● **Problem details**: All of the records must be restated exactly, with every line complete.

(Stored data entries)
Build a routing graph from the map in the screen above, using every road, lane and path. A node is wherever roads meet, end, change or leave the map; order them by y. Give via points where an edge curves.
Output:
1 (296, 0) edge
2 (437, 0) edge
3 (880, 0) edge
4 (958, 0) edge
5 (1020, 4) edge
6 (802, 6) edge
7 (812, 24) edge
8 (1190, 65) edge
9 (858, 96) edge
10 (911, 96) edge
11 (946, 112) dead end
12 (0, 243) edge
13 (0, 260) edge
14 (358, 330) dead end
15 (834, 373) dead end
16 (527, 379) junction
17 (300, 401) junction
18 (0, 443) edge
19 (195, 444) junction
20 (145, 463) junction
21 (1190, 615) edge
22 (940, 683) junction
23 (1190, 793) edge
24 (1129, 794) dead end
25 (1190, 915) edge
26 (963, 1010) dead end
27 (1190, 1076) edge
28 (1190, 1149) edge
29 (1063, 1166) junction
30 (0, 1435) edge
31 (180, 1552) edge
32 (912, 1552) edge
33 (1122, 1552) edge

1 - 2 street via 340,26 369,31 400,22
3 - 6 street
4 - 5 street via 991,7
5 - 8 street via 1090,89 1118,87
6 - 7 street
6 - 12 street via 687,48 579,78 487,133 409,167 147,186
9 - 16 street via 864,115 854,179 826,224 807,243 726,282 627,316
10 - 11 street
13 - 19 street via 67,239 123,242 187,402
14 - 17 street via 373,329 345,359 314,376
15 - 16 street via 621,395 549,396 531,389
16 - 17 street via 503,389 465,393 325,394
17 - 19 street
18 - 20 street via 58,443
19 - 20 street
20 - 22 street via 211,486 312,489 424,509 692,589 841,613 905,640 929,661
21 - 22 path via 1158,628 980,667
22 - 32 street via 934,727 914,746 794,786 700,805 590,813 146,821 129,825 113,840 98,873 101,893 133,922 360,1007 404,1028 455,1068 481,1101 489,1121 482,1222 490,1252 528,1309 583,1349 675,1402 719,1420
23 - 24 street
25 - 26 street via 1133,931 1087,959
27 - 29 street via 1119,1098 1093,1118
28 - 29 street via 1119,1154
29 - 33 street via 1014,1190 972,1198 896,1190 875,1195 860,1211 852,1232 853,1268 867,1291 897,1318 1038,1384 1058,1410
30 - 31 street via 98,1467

● **Answer box**:
Build a routing graph from the map in the screen above, using every road, lane and path. A node is wherever roads meet, end, change or leave the map; order them by y. Give via points where an edge curves.
Output:
1 (296, 0) edge
2 (437, 0) edge
3 (880, 0) edge
4 (958, 0) edge
5 (1020, 4) edge
6 (802, 6) edge
7 (812, 24) edge
8 (1190, 65) edge
9 (858, 96) edge
10 (911, 96) edge
11 (946, 112) dead end
12 (0, 243) edge
13 (0, 260) edge
14 (358, 330) dead end
15 (834, 373) dead end
16 (527, 379) junction
17 (300, 401) junction
18 (0, 443) edge
19 (195, 444) junction
20 (145, 463) junction
21 (1190, 615) edge
22 (940, 683) junction
23 (1190, 793) edge
24 (1129, 794) dead end
25 (1190, 915) edge
26 (963, 1010) dead end
27 (1190, 1076) edge
28 (1190, 1149) edge
29 (1063, 1166) junction
30 (0, 1435) edge
31 (180, 1552) edge
32 (912, 1552) edge
33 (1122, 1552) edge

1 - 2 street via 340,26 369,31 400,22
3 - 6 street
4 - 5 street via 991,7
5 - 8 street via 1090,89 1118,87
6 - 7 street
6 - 12 street via 687,48 579,78 487,133 409,167 147,186
9 - 16 street via 864,115 854,179 826,224 807,243 726,282 627,316
10 - 11 street
13 - 19 street via 67,239 123,242 187,402
14 - 17 street via 373,329 345,359 314,376
15 - 16 street via 621,395 549,396 531,389
16 - 17 street via 503,389 465,393 325,394
17 - 19 street
18 - 20 street via 58,443
19 - 20 street
20 - 22 street via 211,486 312,489 424,509 692,589 841,613 905,640 929,661
21 - 22 path via 1158,628 980,667
22 - 32 street via 934,727 914,746 794,786 700,805 590,813 146,821 129,825 113,840 98,873 101,893 133,922 360,1007 404,1028 455,1068 481,1101 489,1121 482,1222 490,1252 528,1309 583,1349 675,1402 719,1420
23 - 24 street
25 - 26 street via 1133,931 1087,959
27 - 29 street via 1119,1098 1093,1118
28 - 29 street via 1119,1154
29 - 33 street via 1014,1190 972,1198 896,1190 875,1195 860,1211 852,1232 853,1268 867,1291 897,1318 1038,1384 1058,1410
30 - 31 street via 98,1467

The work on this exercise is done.